BFMTV

Agression homophobe à Rouen: deux personnes en garde à vue

Deux personnes ont été placées en garde à vue.

Deux personnes ont été placées en garde à vue. - AFP

Lundi, deux personnes ont été placées en garde à vue à Rouen, dans le cadre de l'enquête sur l'agression homophobe de Rouen.

Deux personnes ont été placées en garde à vue dans le cadre de l'enquête ouverte pour agression homophobe à Rouen, le 25 octobre, a-t-on appris mardi auprès du parquet de Rouen.

"Il a été procédé à deux interpellations hier après-midi (lundi, NDLR) aux fins de placement en garde à vue", a indiqué Pascal Prache, procureur de la République de Rouen. 

10 jours d'ITT

Une enquête a été ouverte le 29 octobre pour agression homophobe, séquestration et extorsion. La victime présumée est un homme de 34 ans qui s'est vu prescrire 10 jours d'ITT et a porté plainte contre X. 

Selon une source proche de l'enquête, l'homme a expliqué avoir été "frappé à de très nombreuses reprises, avec de nombreuses insultes homophobes" après être "monté volontairement dans une voiture à la sortie d'une boîte de nuit rouennaise". 

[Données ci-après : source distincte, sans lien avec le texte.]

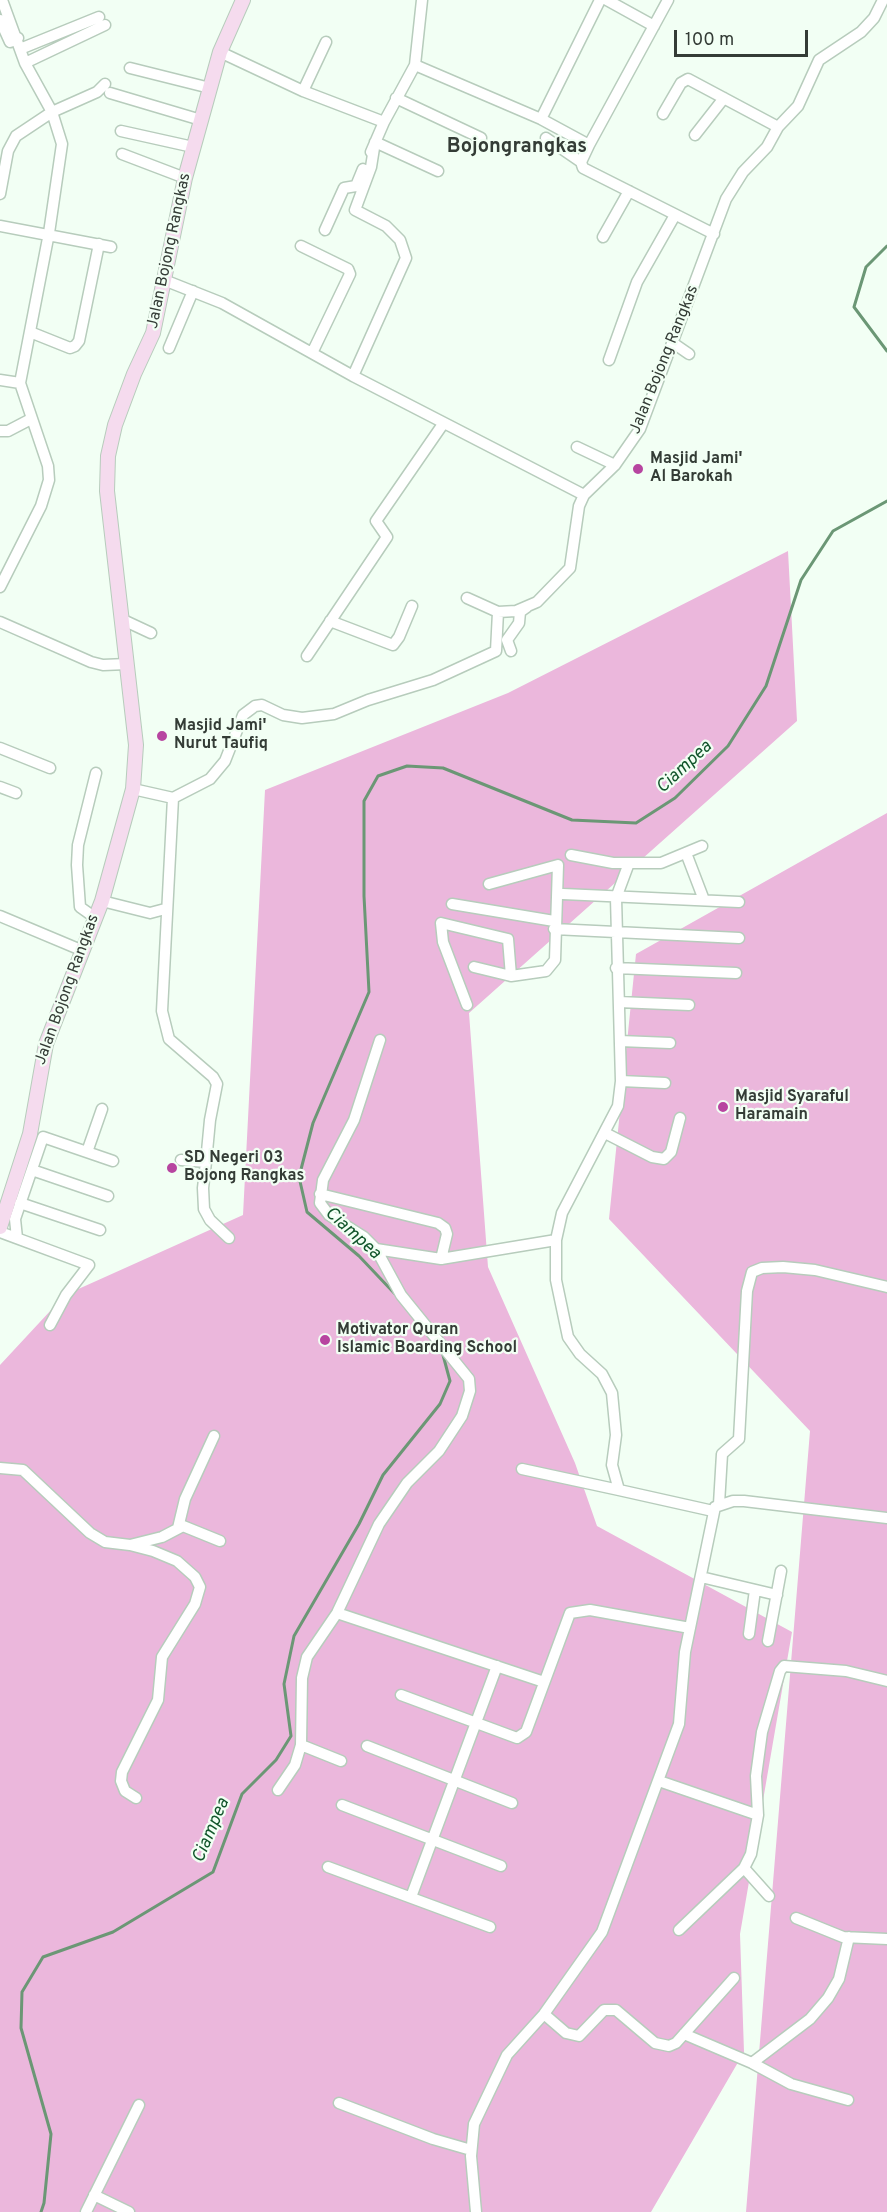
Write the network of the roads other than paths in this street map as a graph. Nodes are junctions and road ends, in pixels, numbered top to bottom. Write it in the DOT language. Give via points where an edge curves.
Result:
graph roads {
  1 [pos="2,0"];
  2 [pos="243,0"];
  3 [pos="422,0"];
  4 [pos="600,0"];
  5 [pos="607,0"];
  6 [pos="668,0"];
  7 [pos="883,0"];
  8 [pos="0,20"];
  9 [pos="654,26"];
  10 [pos="326,42"];
  11 [pos="19,44"];
  12 [pos="220,52"];
  13 [pos="25,63"];
  14 [pos="415,65"];
  15 [pos="130,68"];
  16 [pos="210,88"];
  17 [pos="303,91"];
  18 [pos="396,98"];
  19 [pos="724,98"];
  20 [pos="52,112"];
  21 [pos="663,114"];
  22 [pos="541,119"];
  23 [pos="201,120"];
  24 [pos="384,122"];
  25 [pos="778,127"];
  26 [pos="121,131"];
  27 [pos="694,135"];
  28 [pos="481,138"];
  29 [pos="546,138"];
  30 [pos="374,145"];
  31 [pos="589,145"];
  32 [pos="193,147"];
  33 [pos="122,154"];
  34 [pos="581,162"];
  35 [pos="438,171"];
  36 [pos="185,178"];
  37 [pos="629,191"];
  38 [pos="0,194"];
  39 [pos="675,215"];
  40 [pos="0,226"];
  41 [pos="325,230"];
  42 [pos="49,233"];
  43 [pos="714,234"];
  44 [pos="603,237"];
  45 [pos="301,246"];
  46 [pos="164,280"];
  47 [pos="193,291"];
  48 [pos="30,332"];
  49 [pos="673,343"];
  50 [pos="169,348"];
  51 [pos="313,351"];
  52 [pos="689,354"];
  53 [pos="609,360"];
  54 [pos="353,376"];
  55 [pos="0,380"];
  56 [pos="20,382"];
  57 [pos="31,419"];
  58 [pos="443,424"];
  59 [pos="0,431"];
  60 [pos="577,447"];
  61 [pos="615,465"];
  62 [pos="584,495"];
  63 [pos="0,587"];
  64 [pos="467,598"];
  65 [pos="412,606"];
  66 [pos="528,607"];
  67 [pos="498,612"];
  68 [pos="121,619"];
  69 [pos="330,621"];
  70 [pos="0,622"];
  71 [pos="151,633"];
  72 [pos="511,651"];
  73 [pos="307,656"];
  74 [pos="127,664"];
  75 [pos="0,748"];
  76 [pos="50,768"];
  77 [pos="96,773"];
  78 [pos="0,787"];
  79 [pos="133,789"];
  80 [pos="16,793"];
  81 [pos="173,798"];
  82 [pos="702,846"];
  83 [pos="686,853"];
  84 [pos="572,855"];
  85 [pos="629,863"];
  86 [pos="489,884"];
  87 [pos="563,894"];
  88 [pos="616,898"];
  89 [pos="704,900"];
  90 [pos="102,901"];
  91 [pos="739,902"];
  92 [pos="452,904"];
  93 [pos="165,909"];
  94 [pos="0,916"];
  95 [pos="94,917"];
  96 [pos="554,925"];
  97 [pos="615,932"];
  98 [pos="739,938"];
  99 [pos="81,950"];
  100 [pos="474,967"];
  101 [pos="616,968"];
  102 [pos="736,973"];
  103 [pos="511,976"];
  104 [pos="619,1002"];
  105 [pos="467,1005"];
  106 [pos="689,1005"];
  107 [pos="380,1040"];
  108 [pos="620,1041"];
  109 [pos="670,1043"];
  110 [pos="621,1081"];
  111 [pos="665,1083"];
  112 [pos="102,1109"];
  113 [pos="680,1118"];
  114 [pos="605,1133"];
  115 [pos="87,1152"];
  116 [pos="181,1160"];
  117 [pos="113,1161"];
  118 [pos="206,1162"];
  119 [pos="32,1170"];
  120 [pos="320,1194"];
  121 [pos="108,1196"];
  122 [pos="20,1203"];
  123 [pos="0,1230"];
  124 [pos="100,1230"];
  125 [pos="17,1238"];
  126 [pos="229,1238"];
  127 [pos="556,1240"];
  128 [pos="376,1249"];
  129 [pos="441,1259"];
  130 [pos="887,1287"];
  131 [pos="50,1324"];
  132 [pos="214,1436"];
  133 [pos="0,1468"];
  134 [pos="522,1469"];
  135 [pos="620,1490"];
  136 [pos="716,1507"];
  137 [pos="887,1518"];
  138 [pos="178,1528"];
  139 [pos="220,1541"];
  140 [pos="130,1545"];
  141 [pos="781,1571"];
  142 [pos="701,1577"];
  143 [pos="755,1590"];
  144 [pos="777,1595"];
  145 [pos="337,1612"];
  146 [pos="690,1628"];
  147 [pos="749,1634"];
  148 [pos="768,1641"];
  149 [pos="497,1666"];
  150 [pos="887,1681"];
  151 [pos="544,1682"];
  152 [pos="401,1695"];
  153 [pos="475,1725"];
  154 [pos="301,1745"];
  155 [pos="367,1746"];
  156 [pos="341,1761"];
  157 [pos="455,1781"];
  158 [pos="659,1781"];
  159 [pos="278,1790"];
  160 [pos="136,1798"];
  161 [pos="512,1803"];
  162 [pos="342,1805"];
  163 [pos="758,1815"];
  164 [pos="432,1841"];
  165 [pos="501,1866"];
  166 [pos="328,1867"];
  167 [pos="744,1868"];
  168 [pos="769,1896"];
  169 [pos="411,1897"];
  170 [pos="796,1918"];
  171 [pos="490,1927"];
  172 [pos="679,1930"];
  173 [pos="849,1937"];
  174 [pos="887,1939"];
  175 [pos="734,1978"];
  176 [pos="544,2014"];
  177 [pos="684,2034"];
  178 [pos="753,2063"];
  179 [pos="848,2100"];
  180 [pos="339,2103"];
  181 [pos="139,2105"];
  182 [pos="471,2150"];
  183 [pos="94,2195"];
  184 [pos="86,2212"];
  185 [pos="129,2212"];
  186 [pos="476,2212"];
  1 -- 11 [label="street"];
  2 -- 12 [label="main road, Jalan Bojong Rangkas"];
  3 -- 14 [label="street"];
  4 -- 22 [label="street"];
  5 -- 9 [label="street"];
  6 -- 9 [label="street"];
  7 -- 25 [label="street, Jalan Bojong Rangkas" via="861,32 819,60 798,106"];
  8 -- 11 [label="street" via="10,42"];
  9 -- 31 [label="street"];
  10 -- 17 [label="street"];
  11 -- 13 [label="street"];
  11 -- 13 [label="street" via="102,21"];
  12 -- 16 [label="main road, Jalan Bojong Rangkas"];
  12 -- 17 [label="street"];
  13 -- 20 [label="street"];
  14 -- 18 [label="street"];
  14 -- 22 [label="street"];
  15 -- 16 [label="street"];
  16 -- 23 [label="main road, Jalan Bojong Rangkas"];
  17 -- 24 [label="street"];
  18 -- 24 [label="street"];
  18 -- 28 [label="street"];
  19 -- 21 [label="street" via="688,79 681,82"];
  19 -- 25 [label="street"];
  19 -- 27 [label="street"];
  20 -- 23 [label="street" via="107,88"];
  20 -- 38 [label="street" via="11,143"];
  20 -- 42 [label="street" via="62,144"];
  22 -- 31 [label="street"];
  23 -- 32 [label="main road, Jalan Bojong Rangkas"];
  24 -- 30 [label="street"];
  25 -- 43 [label="street, Jalan Bojong Rangkas" via="726,199"];
  26 -- 32 [label="street"];
  29 -- 34 [label="street"];
  30 -- 35 [label="street"];
  30 -- 41 [label="street" via="356,186 344,189"];
  30 -- 54 [label="street" via="371,167 355,210 386,226 400,240 406,258"];
  31 -- 34 [label="street"];
  32 -- 36 [label="main road, Jalan Bojong Rangkas"];
  33 -- 36 [label="street"];
  34 -- 37 [label="street" via="583,168"];
  36 -- 46 [label="main road, Jalan Bojong Rangkas"];
  37 -- 39 [label="street"];
  37 -- 44 [label="street"];
  39 -- 43 [label="street"];
  39 -- 53 [label="street" via="637,282"];
  40 -- 42 [label="street"];
  42 -- 48 [label="street"];
  42 -- 48 [label="street" via="105,246 75,346 70,348"];
  43 -- 49 [label="street, Jalan Bojong Rangkas"];
  45 -- 51 [label="street" via="348,269 350,274"];
  46 -- 47 [label="street"];
  46 -- 68 [label="main road, Jalan Bojong Rangkas" via="153,333 130,384 108,456 106,491"];
  47 -- 50 [label="street"];
  47 -- 51 [label="street"];
  48 -- 56 [label="street"];
  49 -- 52 [label="street"];
  49 -- 61 [label="street, Jalan Bojong Rangkas" via="640,429"];
  51 -- 54 [label="street"];
  54 -- 58 [label="street"];
  55 -- 56 [label="street"];
  56 -- 57 [label="street"];
  57 -- 59 [label="street"];
  57 -- 63 [label="street" via="48,466 49,480 41,506"];
  58 -- 62 [label="street"];
  58 -- 69 [label="street" via="376,521 387,537"];
  60 -- 61 [label="street"];
  61 -- 62 [label="street, Jalan Bojong Rangkas"];
  62 -- 66 [label="street" via="570,568"];
  64 -- 67 [label="street"];
  65 -- 69 [label="street" via="393,645"];
  66 -- 67 [label="street"];
  66 -- 72 [label="street" via="520,612 519,623 507,640"];
  67 -- 81 [label="street" via="496,651 433,680 316,718 283,715 262,705 248,710 219,772"];
  68 -- 71 [label="street"];
  68 -- 74 [label="main road, Jalan Bojong Rangkas"];
  69 -- 73 [label="street"];
  70 -- 74 [label="street" via="103,666"];
  74 -- 79 [label="main road, Jalan Bojong Rangkas" via="136,745"];
  75 -- 76 [label="street"];
  77 -- 95 [label="street" via="77,865 80,907"];
  78 -- 80 [label="street"];
  79 -- 81 [label="street"];
  79 -- 90 [label="main road, Jalan Bojong Rangkas"];
  81 -- 93 [label="street"];
  82 -- 83 [label="street"];
  83 -- 85 [label="street" via="661,863"];
  83 -- 89 [label="street"];
  84 -- 85 [label="street"];
  85 -- 88 [label="street"];
  86 -- 96 [label="street" via="558,866"];
  87 -- 88 [label="street"];
  88 -- 89 [label="street"];
  88 -- 97 [label="street"];
  89 -- 91 [label="street"];
  90 -- 93 [label="street" via="150,913"];
  90 -- 95 [label="main road, Jalan Bojong Rangkas"];
  92 -- 96 [label="street"];
  93 -- 118 [label="street" via="162,1011 166,1031 173,1043 217,1080"];
  94 -- 99 [label="street"];
  95 -- 99 [label="main road, Jalan Bojong Rangkas"];
  96 -- 97 [label="street"];
  96 -- 103 [label="street" via="553,964 535,974"];
  97 -- 98 [label="street"];
  97 -- 101 [label="street"];
  99 -- 123 [label="main road, Jalan Bojong Rangkas" via="46,1044 30,1134"];
  100 -- 103 [label="street"];
  101 -- 102 [label="street"];
  101 -- 104 [label="street"];
  103 -- 105 [label="street" via="508,939 441,922 443,942"];
  104 -- 106 [label="street"];
  104 -- 108 [label="street"];
  107 -- 120 [label="street" via="354,1120 322,1180"];
  108 -- 109 [label="street"];
  108 -- 110 [label="street"];
  110 -- 111 [label="street"];
  110 -- 114 [label="street" via="618,1106"];
  112 -- 115 [label="street"];
  113 -- 114 [label="street" via="671,1152 664,1159 652,1157"];
  114 -- 127 [label="street" via="562,1213"];
  115 -- 117 [label="street"];
  115 -- 119 [label="street" via="43,1137"];
  116 -- 118 [label="street"];
  118 -- 126 [label="street" via="204,1209"];
  119 -- 121 [label="street"];
  119 -- 122 [label="street"];
  120 -- 128 [label="street" via="322,1209"];
  120 -- 129 [label="street" via="438,1223 447,1234"];
  122 -- 124 [label="street"];
  122 -- 125 [label="street" via="15,1219"];
  123 -- 125 [label="street"];
  125 -- 131 [label="street" via="89,1265"];
  127 -- 129 [label="street"];
  127 -- 135 [label="street" via="556,1280 565,1328 572,1345 602,1374 612,1393 616,1435 612,1465"];
  128 -- 129 [label="street"];
  128 -- 145 [label="street" via="401,1295 469,1379 470,1391 462,1416 439,1451 407,1483 379,1524"];
  130 -- 136 [label="street" via="815,1270 783,1267 752,1272 747,1291 740,1439 722,1454"];
  132 -- 138 [label="street" via="185,1499"];
  133 -- 140 [label="street" via="23,1470 98,1538"];
  134 -- 135 [label="street"];
  135 -- 136 [label="street"];
  136 -- 137 [label="street" via="744,1501"];
  136 -- 142 [label="street"];
  138 -- 139 [label="street" via="188,1527"];
  138 -- 140 [label="street" via="162,1537"];
  140 -- 160 [label="street" via="177,1562 195,1576 200,1587 195,1604 162,1657 158,1700 122,1772 125,1791"];
  141 -- 144 [label="street"];
  142 -- 143 [label="street"];
  142 -- 146 [label="street"];
  143 -- 144 [label="street"];
  143 -- 147 [label="street"];
  144 -- 148 [label="street"];
  145 -- 149 [label="street"];
  145 -- 154 [label="street" via="303,1669"];
  146 -- 151 [label="street" via="610,1613 574,1611"];
  146 -- 158 [label="street" via="681,1718"];
  149 -- 151 [label="street"];
  149 -- 153 [label="street"];
  150 -- 163 [label="street" via="846,1671 784,1666 762,1732 756,1776"];
  151 -- 153 [label="street" via="521,1737"];
  152 -- 153 [label="street"];
  153 -- 157 [label="street"];
  154 -- 156 [label="street"];
  154 -- 159 [label="street" via="295,1765"];
  155 -- 157 [label="street"];
  157 -- 161 [label="street"];
  157 -- 164 [label="street"];
  158 -- 163 [label="street"];
  158 -- 176 [label="street" via="602,1932"];
  162 -- 164 [label="street"];
  163 -- 167 [label="street" via="751,1854"];
  164 -- 165 [label="street"];
  164 -- 169 [label="street"];
  166 -- 169 [label="street"];
  167 -- 168 [label="street"];
  167 -- 172 [label="street"];
  169 -- 171 [label="street"];
  170 -- 173 [label="street"];
  173 -- 174 [label="street"];
  173 -- 178 [label="street" via="839,1979 828,1998 810,2019"];
  175 -- 177 [label="street"];
  176 -- 177 [label="street" via="572,2035 579,2036 608,2008 661,2045 669,2046"];
  176 -- 182 [label="street" via="507,2055 474,2124"];
  177 -- 178 [label="street"];
  178 -- 179 [label="street" via="790,2084"];
  180 -- 182 [label="street"];
  181 -- 183 [label="street"];
  182 -- 186 [label="street"];
  183 -- 184 [label="street"];
  183 -- 185 [label="street"];
}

Selon le récit fait aux enquêteurs, les agresseurs sont parvenus à lui dérober 800 euros. La victime est ensuite parvenue à prendre la fuite en profitant du sas de sortie d'une banque où il était entré pour aller retirer de l'argent au guichet sur demande de ses agresseurs. 

Rassemblement

Près de 800 personnes s'étaient rassemblées samedi sur le pont Pierre-Corneille à Rouen pour dénoncer les actes homophobes. "Les violences homophobes doivent être une préoccupation pour notre société toute entière. Elles sont indignes de la France. Des mesures concrètes seront annoncées mais ne sauraient remplacer l'humanité et la tolérance qui sont au coeur de notre culture", avait tweeté le 29 octobre le chef de l'État Emmanuel Macron, sans préciser le contenu de ces mesures à venir.

Selon le dernier rapport de l'association SOS Homophobie, qui s'appuie sur l'enquête annuelle "Cadre de vie et sécurité" de l'Insee, "seulement 4% des victimes d'insultes LGBTphobes déposent effectivement plainte".